### Exercise requirements
This task calls for copying each line below that contains "Ленина".

══ Exercise materials ══

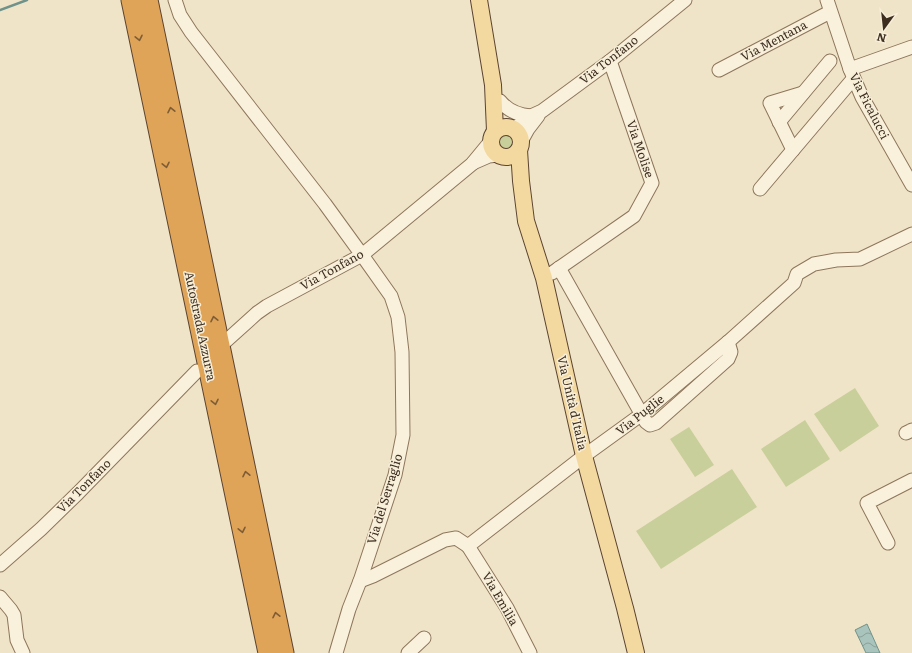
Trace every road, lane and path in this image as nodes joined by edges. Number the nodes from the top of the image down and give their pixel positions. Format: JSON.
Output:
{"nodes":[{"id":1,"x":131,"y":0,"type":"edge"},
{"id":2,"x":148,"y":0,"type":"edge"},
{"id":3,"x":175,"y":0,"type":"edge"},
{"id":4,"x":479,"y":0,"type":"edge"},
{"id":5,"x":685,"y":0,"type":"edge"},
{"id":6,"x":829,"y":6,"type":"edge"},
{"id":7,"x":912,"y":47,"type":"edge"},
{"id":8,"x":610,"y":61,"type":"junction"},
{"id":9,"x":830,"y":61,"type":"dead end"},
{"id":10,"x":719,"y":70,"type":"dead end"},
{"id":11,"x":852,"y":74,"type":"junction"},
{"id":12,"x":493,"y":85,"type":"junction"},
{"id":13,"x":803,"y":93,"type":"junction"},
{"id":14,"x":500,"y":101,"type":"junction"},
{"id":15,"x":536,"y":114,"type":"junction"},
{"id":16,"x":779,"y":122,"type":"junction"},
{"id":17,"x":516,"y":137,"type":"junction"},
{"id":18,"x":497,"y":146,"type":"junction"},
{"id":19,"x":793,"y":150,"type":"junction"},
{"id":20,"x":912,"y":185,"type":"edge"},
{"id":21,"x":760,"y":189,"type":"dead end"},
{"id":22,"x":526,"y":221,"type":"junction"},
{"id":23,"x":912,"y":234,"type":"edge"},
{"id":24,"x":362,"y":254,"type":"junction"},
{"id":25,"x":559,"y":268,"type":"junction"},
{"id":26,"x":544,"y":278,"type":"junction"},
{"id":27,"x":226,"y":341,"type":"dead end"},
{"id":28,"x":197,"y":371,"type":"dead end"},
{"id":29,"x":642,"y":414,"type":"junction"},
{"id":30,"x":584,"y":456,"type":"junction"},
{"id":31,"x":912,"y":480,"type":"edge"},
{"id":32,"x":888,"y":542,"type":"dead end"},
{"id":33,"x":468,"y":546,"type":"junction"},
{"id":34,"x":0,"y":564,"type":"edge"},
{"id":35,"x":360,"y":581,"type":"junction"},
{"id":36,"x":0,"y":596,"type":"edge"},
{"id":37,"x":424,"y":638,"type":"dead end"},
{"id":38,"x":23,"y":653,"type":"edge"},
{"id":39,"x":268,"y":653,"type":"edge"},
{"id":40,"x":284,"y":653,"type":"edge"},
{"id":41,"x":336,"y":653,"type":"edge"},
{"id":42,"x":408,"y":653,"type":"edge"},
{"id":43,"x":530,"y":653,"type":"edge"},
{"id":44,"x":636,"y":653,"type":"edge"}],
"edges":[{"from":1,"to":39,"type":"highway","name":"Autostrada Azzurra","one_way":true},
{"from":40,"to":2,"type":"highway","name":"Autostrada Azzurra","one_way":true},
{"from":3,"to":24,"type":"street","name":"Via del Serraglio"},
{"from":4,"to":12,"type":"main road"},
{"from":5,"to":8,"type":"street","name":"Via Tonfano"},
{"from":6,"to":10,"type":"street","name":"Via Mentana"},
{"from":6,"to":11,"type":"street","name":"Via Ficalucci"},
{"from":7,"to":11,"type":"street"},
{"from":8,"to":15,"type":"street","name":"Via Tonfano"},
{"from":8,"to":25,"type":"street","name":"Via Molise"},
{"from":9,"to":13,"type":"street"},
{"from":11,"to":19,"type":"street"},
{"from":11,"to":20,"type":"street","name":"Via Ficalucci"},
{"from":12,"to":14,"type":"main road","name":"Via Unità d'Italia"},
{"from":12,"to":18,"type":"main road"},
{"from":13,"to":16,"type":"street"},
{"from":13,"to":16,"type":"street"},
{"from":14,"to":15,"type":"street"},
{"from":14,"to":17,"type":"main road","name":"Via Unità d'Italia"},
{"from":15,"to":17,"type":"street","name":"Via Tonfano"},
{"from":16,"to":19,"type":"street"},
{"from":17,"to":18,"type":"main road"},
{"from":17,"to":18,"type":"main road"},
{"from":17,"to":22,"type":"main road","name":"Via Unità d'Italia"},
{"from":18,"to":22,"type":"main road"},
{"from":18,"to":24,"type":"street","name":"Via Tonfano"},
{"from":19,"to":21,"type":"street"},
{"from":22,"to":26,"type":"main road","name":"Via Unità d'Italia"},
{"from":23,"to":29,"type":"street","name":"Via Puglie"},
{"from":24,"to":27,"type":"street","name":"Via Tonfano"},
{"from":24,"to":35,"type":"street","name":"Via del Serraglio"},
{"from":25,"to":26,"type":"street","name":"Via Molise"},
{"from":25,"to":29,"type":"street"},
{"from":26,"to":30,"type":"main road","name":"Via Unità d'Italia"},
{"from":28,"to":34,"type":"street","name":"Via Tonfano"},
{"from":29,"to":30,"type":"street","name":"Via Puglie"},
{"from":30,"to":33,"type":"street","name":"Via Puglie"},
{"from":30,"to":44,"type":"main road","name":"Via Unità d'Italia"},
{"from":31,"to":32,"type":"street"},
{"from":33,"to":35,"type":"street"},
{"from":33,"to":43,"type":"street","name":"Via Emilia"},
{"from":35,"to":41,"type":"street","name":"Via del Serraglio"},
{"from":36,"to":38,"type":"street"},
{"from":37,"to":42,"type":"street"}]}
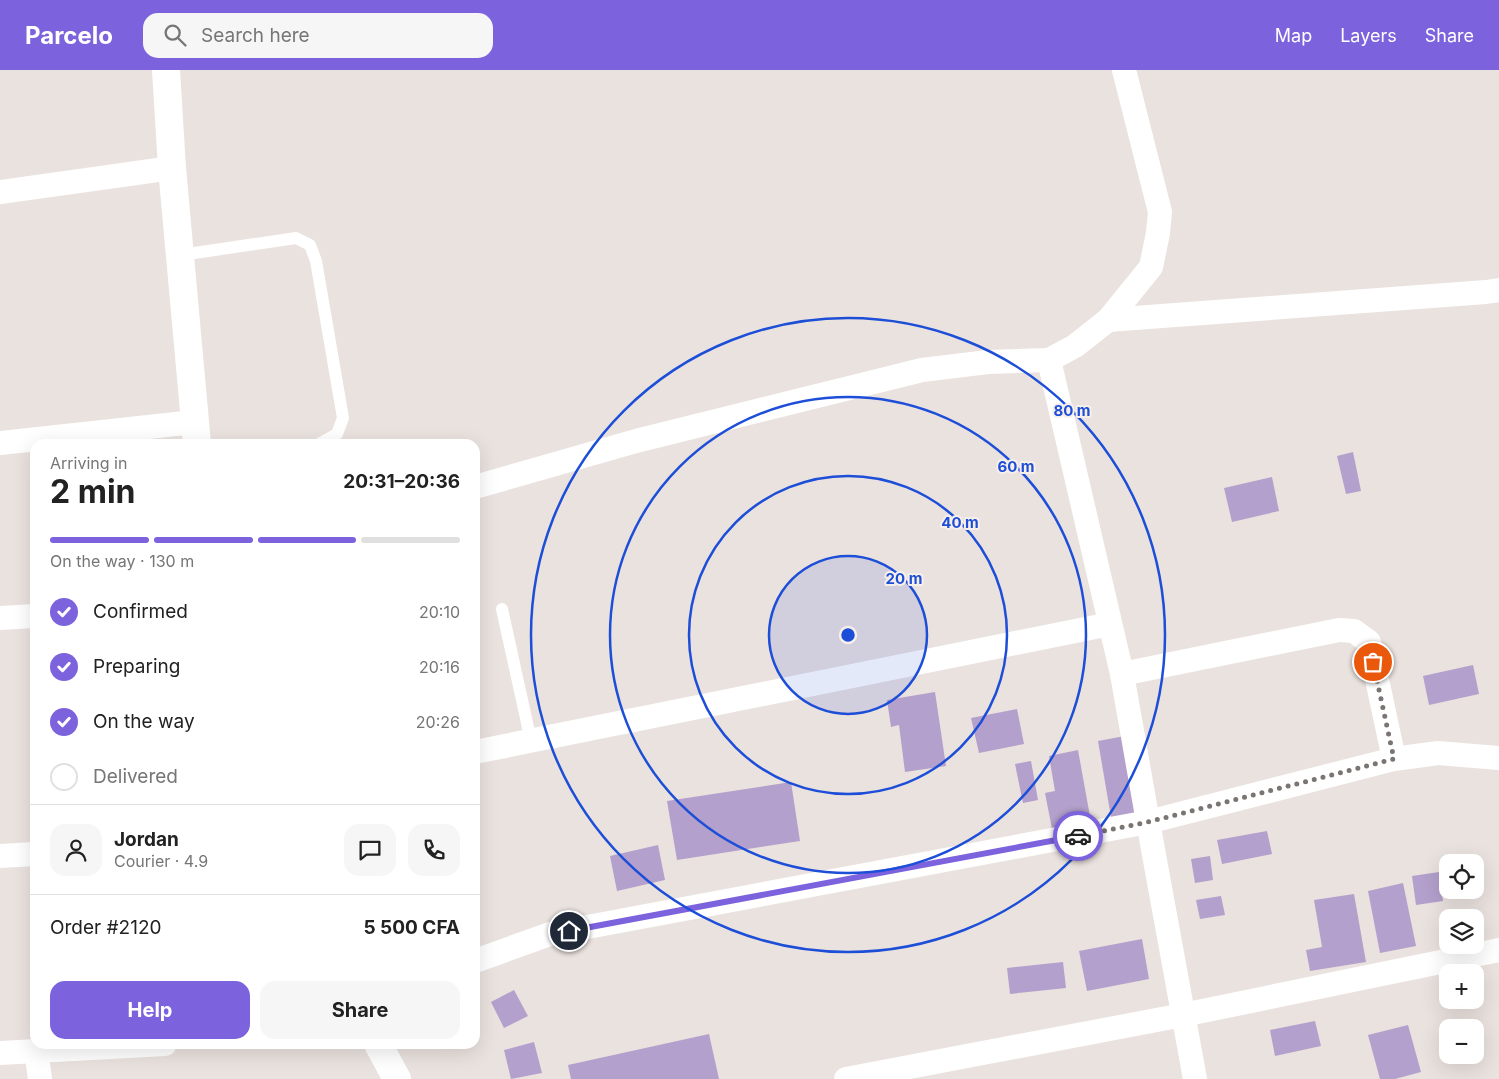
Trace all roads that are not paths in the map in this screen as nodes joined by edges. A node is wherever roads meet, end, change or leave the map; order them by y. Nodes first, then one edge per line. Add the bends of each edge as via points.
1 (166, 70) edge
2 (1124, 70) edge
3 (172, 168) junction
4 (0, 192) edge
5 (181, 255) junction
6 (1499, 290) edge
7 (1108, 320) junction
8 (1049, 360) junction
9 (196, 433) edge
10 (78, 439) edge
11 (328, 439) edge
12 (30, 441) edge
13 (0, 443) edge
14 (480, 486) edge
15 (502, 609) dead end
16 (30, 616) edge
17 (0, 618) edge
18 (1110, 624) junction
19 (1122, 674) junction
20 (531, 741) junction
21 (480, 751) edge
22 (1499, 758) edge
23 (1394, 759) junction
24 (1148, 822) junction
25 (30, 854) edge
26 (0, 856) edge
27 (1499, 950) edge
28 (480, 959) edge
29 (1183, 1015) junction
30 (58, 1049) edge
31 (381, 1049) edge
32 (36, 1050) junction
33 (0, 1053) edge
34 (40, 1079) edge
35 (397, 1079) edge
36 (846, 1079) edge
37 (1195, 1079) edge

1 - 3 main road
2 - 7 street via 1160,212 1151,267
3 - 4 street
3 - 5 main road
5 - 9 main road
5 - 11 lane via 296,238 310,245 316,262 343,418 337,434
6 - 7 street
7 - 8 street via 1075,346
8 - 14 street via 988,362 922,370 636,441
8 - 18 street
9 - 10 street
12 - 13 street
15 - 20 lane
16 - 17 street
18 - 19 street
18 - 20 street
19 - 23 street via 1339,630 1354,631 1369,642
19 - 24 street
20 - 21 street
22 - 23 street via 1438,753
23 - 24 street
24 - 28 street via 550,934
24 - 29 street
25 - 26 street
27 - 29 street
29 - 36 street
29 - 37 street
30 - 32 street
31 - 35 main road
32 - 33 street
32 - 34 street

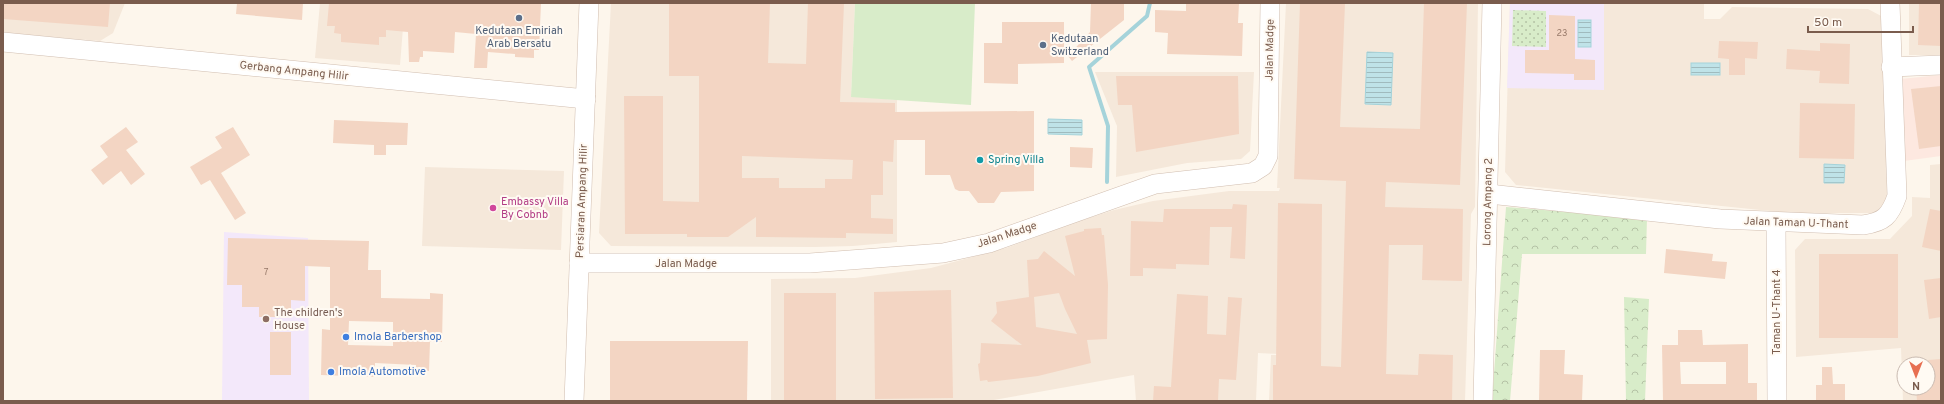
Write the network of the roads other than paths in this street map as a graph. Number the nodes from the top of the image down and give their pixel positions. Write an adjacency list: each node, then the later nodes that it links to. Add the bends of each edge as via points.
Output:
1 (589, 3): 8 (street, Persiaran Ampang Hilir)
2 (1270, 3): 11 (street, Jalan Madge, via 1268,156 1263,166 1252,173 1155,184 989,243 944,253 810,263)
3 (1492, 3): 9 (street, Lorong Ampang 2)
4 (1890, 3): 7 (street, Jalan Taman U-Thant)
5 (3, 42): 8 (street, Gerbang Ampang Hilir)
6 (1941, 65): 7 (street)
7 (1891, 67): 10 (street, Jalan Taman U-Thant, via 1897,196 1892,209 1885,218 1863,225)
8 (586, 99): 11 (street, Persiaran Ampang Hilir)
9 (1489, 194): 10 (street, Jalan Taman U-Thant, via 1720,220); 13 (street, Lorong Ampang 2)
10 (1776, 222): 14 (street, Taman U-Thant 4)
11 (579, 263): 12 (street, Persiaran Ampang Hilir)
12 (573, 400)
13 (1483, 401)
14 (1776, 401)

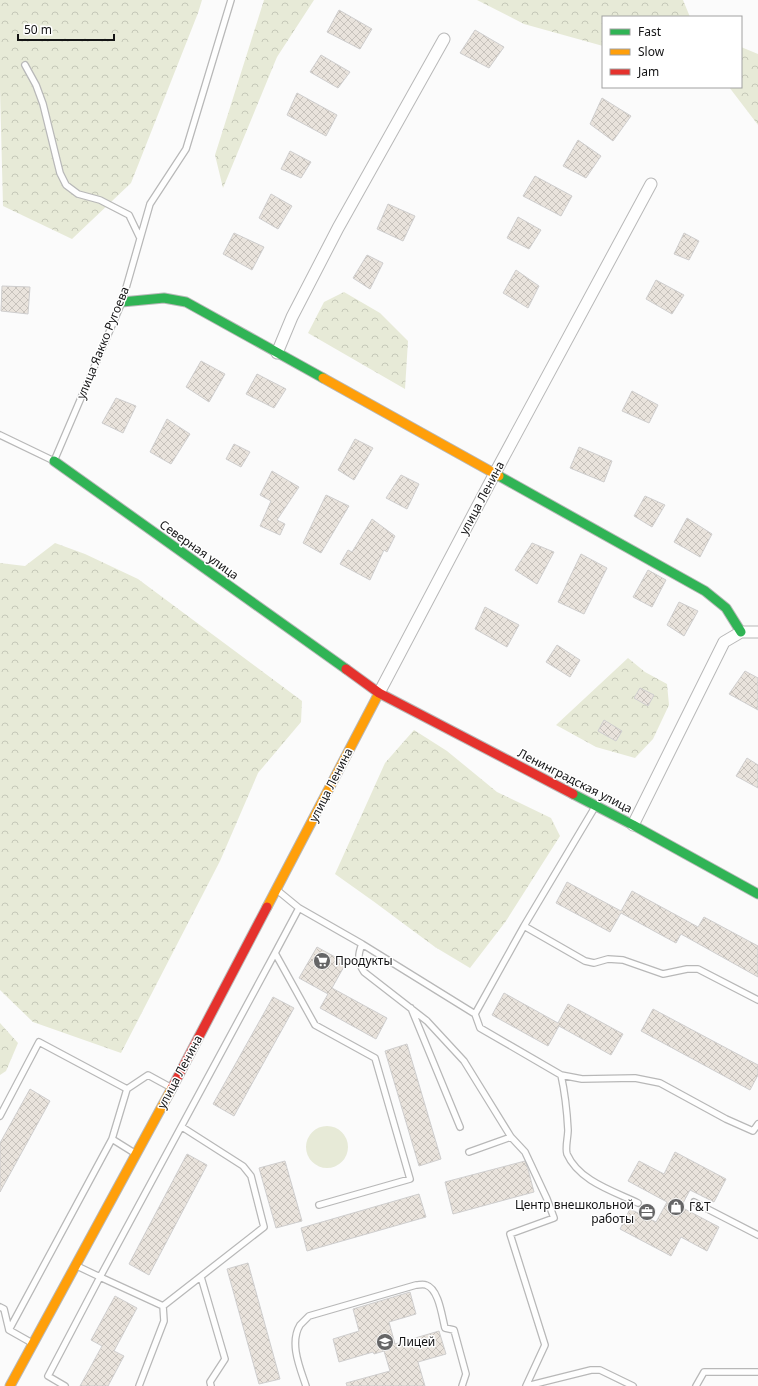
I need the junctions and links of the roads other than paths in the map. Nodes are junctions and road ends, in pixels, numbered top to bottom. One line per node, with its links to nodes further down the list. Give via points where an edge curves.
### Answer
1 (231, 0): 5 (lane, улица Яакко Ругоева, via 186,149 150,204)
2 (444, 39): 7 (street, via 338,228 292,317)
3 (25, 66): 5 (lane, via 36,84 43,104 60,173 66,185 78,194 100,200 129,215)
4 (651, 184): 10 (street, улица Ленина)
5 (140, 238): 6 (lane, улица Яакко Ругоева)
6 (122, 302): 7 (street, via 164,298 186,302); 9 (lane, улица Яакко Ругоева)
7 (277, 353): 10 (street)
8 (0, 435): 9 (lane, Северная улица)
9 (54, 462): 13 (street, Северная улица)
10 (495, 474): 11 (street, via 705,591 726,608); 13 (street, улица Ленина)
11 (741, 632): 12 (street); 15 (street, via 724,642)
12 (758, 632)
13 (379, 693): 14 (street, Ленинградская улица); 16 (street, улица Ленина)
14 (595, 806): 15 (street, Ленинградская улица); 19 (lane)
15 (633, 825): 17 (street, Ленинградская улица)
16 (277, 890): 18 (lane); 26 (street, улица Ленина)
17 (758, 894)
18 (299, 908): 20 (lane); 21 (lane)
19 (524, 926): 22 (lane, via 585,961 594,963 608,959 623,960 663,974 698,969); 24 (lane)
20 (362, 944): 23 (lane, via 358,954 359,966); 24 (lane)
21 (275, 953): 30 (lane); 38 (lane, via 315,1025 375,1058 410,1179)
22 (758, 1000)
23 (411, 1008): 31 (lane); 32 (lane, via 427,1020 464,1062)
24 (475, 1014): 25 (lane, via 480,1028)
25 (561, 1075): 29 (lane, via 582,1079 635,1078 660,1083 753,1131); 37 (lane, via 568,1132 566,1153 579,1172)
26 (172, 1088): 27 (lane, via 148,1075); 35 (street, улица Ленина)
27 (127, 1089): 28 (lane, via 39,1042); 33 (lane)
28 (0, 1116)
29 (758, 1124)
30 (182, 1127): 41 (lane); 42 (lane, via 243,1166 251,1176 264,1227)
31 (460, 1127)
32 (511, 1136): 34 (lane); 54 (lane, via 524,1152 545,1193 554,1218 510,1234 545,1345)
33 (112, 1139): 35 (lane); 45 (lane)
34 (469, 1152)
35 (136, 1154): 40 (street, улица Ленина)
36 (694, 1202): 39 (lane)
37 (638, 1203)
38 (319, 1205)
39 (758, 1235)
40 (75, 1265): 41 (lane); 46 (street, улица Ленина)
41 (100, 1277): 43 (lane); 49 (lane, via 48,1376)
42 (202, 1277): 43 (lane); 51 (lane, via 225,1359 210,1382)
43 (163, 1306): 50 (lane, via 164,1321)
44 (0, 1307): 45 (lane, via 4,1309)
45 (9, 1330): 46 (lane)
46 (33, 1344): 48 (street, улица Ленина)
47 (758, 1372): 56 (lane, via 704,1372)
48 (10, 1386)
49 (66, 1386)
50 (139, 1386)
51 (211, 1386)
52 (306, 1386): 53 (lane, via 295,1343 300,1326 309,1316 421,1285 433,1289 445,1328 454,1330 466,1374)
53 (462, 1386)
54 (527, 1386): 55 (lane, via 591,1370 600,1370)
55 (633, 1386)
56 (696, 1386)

═══

### Response box
4 (651, 184): 10 (street, улица Ленина)
10 (495, 474): 11 (street, via 705,591 726,608); 13 (street, улица Ленина)
13 (379, 693): 14 (street, Ленинградская улица); 16 (street, улица Ленина)
16 (277, 890): 18 (lane); 26 (street, улица Ленина)
26 (172, 1088): 27 (lane, via 148,1075); 35 (street, улица Ленина)
35 (136, 1154): 40 (street, улица Ленина)
40 (75, 1265): 41 (lane); 46 (street, улица Ленина)
46 (33, 1344): 48 (street, улица Ленина)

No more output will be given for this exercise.